Source material |
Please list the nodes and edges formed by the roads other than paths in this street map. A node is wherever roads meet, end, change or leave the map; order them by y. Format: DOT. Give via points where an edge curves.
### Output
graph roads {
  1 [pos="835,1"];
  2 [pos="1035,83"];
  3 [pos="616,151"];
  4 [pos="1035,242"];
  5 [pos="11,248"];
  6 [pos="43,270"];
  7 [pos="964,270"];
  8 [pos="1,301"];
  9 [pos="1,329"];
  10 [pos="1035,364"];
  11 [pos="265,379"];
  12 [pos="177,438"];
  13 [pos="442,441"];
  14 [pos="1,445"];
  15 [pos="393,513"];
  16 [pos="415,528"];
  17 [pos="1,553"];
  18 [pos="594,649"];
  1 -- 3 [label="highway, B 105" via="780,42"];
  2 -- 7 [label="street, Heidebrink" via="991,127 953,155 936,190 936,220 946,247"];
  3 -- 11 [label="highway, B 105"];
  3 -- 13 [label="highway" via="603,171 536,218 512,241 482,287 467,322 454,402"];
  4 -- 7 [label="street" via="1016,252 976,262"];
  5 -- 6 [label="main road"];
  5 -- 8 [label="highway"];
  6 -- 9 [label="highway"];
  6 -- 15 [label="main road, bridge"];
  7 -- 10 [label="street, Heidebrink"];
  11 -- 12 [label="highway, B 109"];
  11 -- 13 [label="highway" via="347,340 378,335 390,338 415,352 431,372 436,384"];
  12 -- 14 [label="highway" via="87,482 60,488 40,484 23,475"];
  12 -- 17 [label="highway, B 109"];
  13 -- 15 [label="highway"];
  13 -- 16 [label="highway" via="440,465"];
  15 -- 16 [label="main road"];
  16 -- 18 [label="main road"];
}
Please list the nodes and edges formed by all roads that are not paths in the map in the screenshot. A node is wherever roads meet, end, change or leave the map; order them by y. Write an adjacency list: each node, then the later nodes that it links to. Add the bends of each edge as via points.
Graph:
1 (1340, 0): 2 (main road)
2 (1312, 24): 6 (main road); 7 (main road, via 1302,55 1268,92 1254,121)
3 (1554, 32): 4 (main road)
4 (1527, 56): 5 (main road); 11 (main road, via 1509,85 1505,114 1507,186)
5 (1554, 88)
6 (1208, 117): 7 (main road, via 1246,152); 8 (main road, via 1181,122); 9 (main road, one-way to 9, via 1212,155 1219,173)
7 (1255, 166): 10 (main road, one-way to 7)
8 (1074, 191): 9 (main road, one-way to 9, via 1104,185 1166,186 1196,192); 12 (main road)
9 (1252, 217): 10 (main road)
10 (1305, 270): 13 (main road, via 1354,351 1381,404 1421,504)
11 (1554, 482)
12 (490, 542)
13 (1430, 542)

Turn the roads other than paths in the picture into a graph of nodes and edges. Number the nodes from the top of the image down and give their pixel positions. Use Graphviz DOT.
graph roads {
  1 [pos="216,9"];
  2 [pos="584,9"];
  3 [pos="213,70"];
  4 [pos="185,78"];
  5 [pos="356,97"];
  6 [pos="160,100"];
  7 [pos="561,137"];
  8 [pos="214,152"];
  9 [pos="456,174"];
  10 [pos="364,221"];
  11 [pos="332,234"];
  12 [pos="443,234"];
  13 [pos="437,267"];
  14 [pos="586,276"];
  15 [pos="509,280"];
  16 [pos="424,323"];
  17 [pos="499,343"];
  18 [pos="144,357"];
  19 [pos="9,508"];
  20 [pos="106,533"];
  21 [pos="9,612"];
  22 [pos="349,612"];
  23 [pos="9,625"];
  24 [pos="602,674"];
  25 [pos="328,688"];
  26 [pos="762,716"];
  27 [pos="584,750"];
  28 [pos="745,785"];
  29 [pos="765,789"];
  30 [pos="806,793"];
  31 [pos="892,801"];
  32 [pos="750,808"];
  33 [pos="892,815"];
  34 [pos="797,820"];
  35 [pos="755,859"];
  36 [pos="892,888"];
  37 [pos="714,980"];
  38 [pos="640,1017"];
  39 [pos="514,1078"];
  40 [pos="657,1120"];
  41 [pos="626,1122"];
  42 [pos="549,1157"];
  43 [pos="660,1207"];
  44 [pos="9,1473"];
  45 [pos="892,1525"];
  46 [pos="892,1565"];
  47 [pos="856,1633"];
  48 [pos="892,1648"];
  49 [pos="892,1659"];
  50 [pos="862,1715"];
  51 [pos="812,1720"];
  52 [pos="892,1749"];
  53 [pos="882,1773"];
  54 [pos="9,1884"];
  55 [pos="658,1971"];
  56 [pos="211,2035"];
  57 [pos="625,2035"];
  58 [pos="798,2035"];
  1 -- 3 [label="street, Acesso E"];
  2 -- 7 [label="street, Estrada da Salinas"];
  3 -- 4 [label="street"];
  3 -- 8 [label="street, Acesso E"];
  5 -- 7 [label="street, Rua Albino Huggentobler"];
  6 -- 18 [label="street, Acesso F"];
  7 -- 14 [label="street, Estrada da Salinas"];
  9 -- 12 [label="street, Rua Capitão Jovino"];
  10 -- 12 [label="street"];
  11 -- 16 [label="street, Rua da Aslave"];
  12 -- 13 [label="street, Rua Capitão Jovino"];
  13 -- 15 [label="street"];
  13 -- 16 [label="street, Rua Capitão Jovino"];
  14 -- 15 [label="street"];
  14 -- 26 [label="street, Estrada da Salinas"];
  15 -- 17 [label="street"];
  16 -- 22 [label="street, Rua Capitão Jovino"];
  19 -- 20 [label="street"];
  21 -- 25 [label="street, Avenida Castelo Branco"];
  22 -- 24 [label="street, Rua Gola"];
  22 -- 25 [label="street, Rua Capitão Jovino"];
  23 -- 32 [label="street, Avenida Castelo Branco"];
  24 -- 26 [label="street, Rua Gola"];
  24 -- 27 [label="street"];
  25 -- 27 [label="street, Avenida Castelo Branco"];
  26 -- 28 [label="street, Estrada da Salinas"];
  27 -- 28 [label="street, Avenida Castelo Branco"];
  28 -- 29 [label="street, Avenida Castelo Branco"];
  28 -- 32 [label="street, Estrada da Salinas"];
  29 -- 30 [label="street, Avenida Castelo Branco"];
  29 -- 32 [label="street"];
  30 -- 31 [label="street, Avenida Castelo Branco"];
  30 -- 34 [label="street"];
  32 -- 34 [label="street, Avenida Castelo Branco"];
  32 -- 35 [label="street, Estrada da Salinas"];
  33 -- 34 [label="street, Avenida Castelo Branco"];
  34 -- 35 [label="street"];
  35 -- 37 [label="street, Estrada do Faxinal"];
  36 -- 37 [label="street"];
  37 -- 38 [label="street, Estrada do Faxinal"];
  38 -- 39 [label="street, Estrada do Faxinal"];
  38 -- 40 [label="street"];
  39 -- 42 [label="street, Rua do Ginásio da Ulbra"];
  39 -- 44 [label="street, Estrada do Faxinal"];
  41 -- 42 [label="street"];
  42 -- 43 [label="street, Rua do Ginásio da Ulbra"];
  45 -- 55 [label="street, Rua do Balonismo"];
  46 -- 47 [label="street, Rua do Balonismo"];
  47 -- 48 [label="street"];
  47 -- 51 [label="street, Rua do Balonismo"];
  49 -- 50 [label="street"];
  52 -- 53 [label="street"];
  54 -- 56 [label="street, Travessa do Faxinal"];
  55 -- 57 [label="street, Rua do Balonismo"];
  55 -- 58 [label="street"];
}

Work required |
In the records above, find each line with the string "meet" and list it.

Result of the task |
Please list the nodes and edges formed by the roads other than paths in this street map. A node is wherever roads meet, end, change or leave the map; order them by y. Format: DOT. Give via points where an edge curves.
Please list the nodes and edges formed by all roads that are not paths in the map in the screenshot. A node is wherever roads meet, end, change or leave the map; order them by y. Write an adjacency list: each node, then the later nodes that it links to. Add the bends of each edge as via points.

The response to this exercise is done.